◆ To do: Find every line in the records below that holds the word "dead", and copy it out.

(Beginning of Source data)

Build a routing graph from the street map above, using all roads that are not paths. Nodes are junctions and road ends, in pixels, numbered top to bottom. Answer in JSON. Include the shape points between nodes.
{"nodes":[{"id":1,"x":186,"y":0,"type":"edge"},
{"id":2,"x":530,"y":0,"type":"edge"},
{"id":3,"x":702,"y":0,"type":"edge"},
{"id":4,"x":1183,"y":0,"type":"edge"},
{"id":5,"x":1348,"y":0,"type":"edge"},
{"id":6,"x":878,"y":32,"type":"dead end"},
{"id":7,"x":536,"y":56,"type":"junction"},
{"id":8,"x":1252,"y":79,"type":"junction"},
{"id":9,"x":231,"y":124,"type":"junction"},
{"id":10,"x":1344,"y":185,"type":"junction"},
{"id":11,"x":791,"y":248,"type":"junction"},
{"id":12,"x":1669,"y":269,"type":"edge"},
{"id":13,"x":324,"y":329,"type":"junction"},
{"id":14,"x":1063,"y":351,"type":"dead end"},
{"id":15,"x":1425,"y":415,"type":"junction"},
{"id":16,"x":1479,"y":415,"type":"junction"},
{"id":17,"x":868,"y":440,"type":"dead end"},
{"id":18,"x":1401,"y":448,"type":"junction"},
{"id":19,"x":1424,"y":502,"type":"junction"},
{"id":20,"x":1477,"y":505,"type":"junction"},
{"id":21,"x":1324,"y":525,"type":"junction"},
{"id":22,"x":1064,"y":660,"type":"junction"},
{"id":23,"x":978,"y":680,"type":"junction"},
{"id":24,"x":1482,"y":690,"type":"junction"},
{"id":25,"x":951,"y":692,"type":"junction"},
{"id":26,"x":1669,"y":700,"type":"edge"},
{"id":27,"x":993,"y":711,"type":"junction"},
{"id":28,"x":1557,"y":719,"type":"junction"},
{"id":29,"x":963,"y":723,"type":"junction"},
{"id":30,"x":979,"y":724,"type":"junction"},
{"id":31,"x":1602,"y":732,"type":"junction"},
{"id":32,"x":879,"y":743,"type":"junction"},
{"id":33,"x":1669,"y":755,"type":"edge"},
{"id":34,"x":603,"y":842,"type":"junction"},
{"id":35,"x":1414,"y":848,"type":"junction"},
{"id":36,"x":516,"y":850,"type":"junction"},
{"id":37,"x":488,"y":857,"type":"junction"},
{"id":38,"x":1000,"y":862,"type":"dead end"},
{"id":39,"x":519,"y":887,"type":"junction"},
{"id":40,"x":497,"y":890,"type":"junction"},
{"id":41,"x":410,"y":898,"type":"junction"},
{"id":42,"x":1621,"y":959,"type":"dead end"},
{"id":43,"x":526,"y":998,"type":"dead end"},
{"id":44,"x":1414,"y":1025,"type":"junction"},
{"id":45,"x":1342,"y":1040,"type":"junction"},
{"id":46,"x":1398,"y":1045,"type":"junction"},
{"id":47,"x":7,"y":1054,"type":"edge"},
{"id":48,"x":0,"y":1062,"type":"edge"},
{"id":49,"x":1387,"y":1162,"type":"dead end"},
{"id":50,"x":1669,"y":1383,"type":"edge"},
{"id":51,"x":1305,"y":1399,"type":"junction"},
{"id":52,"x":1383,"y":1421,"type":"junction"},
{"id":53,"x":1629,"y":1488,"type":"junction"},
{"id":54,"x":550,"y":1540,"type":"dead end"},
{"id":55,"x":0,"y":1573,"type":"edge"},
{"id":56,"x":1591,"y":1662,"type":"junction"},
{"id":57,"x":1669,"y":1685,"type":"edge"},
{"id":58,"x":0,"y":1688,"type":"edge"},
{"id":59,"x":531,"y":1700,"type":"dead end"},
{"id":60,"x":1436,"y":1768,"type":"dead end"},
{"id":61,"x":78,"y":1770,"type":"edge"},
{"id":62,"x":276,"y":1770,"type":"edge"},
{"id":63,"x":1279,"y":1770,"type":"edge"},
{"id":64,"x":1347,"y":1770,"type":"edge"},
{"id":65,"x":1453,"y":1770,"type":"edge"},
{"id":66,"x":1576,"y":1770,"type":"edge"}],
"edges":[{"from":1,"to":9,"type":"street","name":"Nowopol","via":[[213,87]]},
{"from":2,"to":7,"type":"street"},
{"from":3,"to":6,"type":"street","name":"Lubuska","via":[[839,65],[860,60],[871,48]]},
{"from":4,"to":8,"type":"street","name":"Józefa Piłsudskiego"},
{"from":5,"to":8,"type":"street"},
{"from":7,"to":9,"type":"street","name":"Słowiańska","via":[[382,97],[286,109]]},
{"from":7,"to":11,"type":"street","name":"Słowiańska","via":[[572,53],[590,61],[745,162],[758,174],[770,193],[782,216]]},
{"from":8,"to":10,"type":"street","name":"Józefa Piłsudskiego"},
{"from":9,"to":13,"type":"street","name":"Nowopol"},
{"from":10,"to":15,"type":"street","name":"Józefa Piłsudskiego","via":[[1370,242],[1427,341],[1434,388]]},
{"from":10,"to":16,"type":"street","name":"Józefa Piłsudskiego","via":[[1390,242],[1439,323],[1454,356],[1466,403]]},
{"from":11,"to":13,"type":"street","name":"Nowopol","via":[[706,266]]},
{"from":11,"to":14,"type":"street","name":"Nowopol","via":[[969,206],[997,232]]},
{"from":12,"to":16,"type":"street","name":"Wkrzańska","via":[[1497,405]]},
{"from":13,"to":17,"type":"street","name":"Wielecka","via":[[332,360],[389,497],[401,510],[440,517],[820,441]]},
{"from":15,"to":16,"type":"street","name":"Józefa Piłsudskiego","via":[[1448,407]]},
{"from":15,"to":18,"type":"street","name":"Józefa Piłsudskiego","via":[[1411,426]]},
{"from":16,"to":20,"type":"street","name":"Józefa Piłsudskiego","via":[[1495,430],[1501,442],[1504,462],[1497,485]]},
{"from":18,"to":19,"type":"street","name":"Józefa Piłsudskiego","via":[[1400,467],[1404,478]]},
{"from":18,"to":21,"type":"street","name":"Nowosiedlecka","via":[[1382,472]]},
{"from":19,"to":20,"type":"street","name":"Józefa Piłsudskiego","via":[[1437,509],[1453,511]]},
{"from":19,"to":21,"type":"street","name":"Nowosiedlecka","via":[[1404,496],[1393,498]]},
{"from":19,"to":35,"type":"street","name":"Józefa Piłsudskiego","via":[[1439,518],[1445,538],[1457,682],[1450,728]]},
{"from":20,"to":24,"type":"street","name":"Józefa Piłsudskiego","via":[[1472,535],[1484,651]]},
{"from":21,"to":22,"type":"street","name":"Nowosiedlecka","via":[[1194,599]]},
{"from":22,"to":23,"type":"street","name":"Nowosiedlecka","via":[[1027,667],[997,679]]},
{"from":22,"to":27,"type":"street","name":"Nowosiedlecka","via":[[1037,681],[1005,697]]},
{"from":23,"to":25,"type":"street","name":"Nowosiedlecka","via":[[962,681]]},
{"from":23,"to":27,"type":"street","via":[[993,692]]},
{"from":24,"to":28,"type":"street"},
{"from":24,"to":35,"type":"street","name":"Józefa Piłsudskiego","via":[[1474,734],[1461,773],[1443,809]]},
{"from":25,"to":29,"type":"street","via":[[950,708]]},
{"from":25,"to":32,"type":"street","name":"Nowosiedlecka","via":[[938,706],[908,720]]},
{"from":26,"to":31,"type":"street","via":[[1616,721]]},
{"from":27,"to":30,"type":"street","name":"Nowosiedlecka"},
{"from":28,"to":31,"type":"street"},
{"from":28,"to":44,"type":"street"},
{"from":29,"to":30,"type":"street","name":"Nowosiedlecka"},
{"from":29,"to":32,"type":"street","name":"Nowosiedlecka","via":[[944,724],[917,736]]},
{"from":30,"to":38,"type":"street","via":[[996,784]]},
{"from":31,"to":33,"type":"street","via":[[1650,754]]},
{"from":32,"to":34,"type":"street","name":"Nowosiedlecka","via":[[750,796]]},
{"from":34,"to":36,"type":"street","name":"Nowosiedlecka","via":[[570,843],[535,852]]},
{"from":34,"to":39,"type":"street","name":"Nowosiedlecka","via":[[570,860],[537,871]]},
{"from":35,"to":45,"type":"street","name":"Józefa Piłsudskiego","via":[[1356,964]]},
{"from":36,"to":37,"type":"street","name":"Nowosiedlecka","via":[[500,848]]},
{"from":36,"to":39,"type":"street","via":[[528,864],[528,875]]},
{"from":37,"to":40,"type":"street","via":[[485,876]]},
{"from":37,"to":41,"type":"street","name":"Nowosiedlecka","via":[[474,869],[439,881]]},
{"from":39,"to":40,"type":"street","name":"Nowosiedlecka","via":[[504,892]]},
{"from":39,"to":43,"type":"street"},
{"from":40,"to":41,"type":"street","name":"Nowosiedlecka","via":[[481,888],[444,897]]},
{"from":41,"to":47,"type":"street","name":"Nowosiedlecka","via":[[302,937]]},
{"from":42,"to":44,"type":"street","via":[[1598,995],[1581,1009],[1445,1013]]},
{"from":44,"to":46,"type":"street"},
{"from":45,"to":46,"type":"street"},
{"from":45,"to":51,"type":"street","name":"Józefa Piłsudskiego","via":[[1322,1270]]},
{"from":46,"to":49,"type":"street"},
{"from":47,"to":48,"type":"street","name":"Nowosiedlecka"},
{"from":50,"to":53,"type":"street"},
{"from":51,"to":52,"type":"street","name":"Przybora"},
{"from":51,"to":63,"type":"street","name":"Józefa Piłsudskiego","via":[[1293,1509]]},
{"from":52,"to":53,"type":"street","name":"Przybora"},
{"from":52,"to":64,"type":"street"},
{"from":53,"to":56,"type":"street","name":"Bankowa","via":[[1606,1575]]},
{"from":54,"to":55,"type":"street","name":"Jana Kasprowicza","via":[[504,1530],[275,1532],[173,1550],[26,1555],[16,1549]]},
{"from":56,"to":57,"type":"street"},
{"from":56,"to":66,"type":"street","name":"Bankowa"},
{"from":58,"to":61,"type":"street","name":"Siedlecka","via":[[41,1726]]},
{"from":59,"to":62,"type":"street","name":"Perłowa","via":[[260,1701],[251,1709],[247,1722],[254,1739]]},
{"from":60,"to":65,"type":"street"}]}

(End of Source data)

◆ Response area:
{"id":6,"x":878,"y":32,"type":"dead end"},
{"id":14,"x":1063,"y":351,"type":"dead end"},
{"id":17,"x":868,"y":440,"type":"dead end"},
{"id":38,"x":1000,"y":862,"type":"dead end"},
{"id":42,"x":1621,"y":959,"type":"dead end"},
{"id":43,"x":526,"y":998,"type":"dead end"},
{"id":49,"x":1387,"y":1162,"type":"dead end"},
{"id":54,"x":550,"y":1540,"type":"dead end"},
{"id":59,"x":531,"y":1700,"type":"dead end"},
{"id":60,"x":1436,"y":1768,"type":"dead end"},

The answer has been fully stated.